Umbilicus at 1 month.
Conclusion
We have demonstrated that SILTAPP is feasible, but the question is why is it needed and does it confer any benefit over the STAPP. Is it only a cosmetic improvement, which is remarkably true? The initial impression of a lesser degree of pain has not been statistically substantiated. Also, questions regarding the long-term incidence of possible postoperative port-site umbilical hernias and other possible complications can only be answered after long-term results of at least 3–5 years become available, which will take some time. But the most astonishing fact is that despite being fully informed about these lacunae, there is total patient acceptance of and preference for the SIL procedures.
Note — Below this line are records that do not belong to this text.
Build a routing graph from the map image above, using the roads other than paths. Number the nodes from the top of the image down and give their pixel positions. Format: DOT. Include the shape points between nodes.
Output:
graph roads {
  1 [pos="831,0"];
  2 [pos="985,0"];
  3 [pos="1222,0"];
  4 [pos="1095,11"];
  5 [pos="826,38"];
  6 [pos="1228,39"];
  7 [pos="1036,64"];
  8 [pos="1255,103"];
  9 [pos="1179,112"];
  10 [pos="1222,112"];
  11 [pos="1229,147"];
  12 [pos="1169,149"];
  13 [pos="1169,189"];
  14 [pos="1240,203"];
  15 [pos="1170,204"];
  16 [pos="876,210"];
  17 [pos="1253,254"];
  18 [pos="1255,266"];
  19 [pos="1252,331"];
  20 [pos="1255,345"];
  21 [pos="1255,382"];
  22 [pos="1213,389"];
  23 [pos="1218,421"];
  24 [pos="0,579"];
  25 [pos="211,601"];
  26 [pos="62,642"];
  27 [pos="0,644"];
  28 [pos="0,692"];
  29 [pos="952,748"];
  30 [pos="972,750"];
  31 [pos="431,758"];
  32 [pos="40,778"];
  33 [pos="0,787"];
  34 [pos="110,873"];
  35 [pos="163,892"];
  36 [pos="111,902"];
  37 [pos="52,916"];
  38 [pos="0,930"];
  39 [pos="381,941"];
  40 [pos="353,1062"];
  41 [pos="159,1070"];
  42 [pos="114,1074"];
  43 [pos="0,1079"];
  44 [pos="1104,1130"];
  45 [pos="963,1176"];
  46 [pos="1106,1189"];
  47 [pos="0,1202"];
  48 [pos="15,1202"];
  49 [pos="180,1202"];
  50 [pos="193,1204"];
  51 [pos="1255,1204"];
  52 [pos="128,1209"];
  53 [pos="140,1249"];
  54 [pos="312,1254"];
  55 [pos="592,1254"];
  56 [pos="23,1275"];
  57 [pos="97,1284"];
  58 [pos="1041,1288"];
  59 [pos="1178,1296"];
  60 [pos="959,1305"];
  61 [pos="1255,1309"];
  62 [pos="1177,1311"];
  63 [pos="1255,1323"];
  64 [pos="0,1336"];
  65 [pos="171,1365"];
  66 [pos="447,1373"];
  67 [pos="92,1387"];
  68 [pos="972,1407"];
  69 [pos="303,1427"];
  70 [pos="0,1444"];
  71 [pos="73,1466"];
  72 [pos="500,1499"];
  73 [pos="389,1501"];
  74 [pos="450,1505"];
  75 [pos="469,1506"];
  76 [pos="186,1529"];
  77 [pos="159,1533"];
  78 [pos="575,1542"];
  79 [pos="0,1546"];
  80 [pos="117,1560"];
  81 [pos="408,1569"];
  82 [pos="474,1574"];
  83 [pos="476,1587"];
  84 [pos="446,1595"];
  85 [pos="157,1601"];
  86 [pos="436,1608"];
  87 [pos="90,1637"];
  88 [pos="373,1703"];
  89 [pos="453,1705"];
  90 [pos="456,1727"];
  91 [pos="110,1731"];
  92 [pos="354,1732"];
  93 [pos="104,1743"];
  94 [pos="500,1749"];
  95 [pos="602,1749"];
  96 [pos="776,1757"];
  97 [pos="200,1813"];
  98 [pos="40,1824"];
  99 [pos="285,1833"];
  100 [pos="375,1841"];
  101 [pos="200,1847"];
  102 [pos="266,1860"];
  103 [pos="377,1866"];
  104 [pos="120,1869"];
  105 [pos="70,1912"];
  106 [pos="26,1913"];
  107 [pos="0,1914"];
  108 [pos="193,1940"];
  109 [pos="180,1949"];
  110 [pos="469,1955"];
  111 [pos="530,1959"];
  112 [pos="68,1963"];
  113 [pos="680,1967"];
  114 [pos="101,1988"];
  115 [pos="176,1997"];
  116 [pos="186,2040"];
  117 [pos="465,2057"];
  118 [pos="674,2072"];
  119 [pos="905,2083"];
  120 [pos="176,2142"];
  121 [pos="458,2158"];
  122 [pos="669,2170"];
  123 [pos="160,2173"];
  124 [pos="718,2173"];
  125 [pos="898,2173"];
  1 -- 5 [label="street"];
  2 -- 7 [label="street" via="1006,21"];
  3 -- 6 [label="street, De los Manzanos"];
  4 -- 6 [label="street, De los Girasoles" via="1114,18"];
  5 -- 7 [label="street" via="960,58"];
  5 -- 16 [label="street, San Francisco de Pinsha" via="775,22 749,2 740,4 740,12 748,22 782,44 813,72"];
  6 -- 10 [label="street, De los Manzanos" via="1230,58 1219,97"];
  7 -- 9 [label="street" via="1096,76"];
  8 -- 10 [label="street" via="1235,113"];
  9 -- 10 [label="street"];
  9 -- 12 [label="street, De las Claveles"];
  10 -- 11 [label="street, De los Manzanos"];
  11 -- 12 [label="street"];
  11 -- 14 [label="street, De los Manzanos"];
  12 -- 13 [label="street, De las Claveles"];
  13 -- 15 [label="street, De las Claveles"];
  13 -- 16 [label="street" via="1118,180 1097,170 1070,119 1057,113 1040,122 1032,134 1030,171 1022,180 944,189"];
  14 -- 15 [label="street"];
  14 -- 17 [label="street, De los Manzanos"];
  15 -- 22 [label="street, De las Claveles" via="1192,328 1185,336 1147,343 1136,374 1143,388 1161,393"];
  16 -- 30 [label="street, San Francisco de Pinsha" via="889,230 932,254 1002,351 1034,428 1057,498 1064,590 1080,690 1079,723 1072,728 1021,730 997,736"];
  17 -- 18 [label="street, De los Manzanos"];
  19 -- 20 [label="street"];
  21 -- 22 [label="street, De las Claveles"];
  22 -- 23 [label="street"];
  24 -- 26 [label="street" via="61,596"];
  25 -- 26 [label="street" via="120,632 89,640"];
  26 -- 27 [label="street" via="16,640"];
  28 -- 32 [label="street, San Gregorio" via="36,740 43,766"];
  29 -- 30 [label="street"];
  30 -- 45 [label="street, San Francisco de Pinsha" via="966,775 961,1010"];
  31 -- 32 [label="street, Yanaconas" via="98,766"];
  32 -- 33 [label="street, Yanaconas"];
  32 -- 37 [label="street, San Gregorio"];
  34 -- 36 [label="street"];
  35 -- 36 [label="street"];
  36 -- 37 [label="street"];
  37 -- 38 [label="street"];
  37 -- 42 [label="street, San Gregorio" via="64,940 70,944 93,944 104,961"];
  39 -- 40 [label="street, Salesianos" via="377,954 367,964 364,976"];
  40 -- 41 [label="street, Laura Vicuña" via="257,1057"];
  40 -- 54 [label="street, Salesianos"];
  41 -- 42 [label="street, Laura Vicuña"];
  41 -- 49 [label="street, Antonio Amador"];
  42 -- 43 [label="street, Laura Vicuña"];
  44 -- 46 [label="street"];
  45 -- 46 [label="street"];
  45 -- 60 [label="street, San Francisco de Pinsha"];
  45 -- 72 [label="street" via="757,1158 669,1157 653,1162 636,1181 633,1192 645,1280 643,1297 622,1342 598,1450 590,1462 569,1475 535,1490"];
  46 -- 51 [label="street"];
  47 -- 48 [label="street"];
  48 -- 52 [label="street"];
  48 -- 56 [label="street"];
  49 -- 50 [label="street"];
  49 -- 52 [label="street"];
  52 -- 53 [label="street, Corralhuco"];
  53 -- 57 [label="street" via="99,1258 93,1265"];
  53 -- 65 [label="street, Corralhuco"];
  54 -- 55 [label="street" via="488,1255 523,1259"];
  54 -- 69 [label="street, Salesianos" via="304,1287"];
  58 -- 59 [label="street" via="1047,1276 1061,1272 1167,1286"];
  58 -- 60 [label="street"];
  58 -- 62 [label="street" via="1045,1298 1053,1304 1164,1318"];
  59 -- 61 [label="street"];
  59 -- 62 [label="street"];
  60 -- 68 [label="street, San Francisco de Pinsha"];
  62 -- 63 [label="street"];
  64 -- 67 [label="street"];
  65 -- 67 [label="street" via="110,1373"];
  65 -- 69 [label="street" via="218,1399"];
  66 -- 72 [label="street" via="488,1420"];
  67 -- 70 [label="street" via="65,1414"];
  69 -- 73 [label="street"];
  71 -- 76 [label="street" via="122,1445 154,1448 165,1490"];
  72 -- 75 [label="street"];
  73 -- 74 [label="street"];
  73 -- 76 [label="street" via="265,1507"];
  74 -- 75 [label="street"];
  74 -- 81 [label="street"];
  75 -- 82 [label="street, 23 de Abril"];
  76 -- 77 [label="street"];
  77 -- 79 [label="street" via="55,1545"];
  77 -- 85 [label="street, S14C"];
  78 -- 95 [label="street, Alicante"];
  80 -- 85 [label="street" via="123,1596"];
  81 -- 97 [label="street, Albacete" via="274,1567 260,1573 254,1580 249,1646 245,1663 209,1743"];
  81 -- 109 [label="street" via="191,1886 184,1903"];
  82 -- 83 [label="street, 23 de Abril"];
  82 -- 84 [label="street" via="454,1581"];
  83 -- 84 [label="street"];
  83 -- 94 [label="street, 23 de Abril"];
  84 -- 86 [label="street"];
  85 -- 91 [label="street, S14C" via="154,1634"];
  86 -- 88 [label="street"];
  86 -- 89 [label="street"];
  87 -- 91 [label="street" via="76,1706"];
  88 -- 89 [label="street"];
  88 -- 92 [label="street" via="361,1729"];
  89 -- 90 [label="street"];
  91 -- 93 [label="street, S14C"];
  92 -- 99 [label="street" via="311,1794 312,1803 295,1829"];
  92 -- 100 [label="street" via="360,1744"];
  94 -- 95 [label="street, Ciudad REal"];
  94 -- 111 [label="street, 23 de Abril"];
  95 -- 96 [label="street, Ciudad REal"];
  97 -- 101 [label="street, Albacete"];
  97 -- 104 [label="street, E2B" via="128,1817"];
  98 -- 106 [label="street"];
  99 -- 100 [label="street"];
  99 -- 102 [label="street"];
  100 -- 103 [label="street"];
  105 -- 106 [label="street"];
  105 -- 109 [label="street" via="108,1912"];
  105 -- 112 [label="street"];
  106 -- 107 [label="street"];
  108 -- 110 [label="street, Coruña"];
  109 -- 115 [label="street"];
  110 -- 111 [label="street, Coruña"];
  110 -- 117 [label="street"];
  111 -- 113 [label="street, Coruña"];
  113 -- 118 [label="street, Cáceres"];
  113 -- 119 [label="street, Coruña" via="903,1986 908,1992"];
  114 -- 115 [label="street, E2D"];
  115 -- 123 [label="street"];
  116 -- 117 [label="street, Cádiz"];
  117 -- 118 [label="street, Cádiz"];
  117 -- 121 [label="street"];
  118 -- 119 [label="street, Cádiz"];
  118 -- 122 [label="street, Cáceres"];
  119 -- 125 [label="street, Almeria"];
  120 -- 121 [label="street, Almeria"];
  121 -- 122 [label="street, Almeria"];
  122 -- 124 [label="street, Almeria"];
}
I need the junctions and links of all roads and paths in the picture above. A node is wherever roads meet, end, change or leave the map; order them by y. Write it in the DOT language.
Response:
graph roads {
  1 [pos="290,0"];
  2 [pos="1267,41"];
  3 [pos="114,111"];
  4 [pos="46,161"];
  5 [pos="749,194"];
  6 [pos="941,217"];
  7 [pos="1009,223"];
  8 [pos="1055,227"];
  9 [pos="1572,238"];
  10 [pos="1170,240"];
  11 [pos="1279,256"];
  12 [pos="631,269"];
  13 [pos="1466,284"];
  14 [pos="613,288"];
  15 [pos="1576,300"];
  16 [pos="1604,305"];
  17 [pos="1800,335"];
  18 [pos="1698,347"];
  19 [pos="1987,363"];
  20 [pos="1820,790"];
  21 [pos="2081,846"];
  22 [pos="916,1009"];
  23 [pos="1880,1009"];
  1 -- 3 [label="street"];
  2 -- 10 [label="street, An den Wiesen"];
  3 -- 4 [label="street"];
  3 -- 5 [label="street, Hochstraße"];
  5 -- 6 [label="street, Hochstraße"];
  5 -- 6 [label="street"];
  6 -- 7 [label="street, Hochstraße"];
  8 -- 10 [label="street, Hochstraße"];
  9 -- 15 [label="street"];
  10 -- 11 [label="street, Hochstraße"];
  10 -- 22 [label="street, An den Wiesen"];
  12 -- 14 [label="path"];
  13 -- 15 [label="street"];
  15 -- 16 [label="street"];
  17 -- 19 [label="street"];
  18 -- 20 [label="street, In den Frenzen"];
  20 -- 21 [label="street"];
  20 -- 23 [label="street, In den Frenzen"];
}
But then, this is hardly surprising, if we remember that even the acceptance of laparoscopic cholecystectomy as the gold standard was despite a statistically higher common bile duct injury rate in the initial stages and even now, when compared with the open procedure, and this was in a great part driven by the preference exhibited by the patients.
Footnotes
Disclosure Statement
No competing financial interests exist.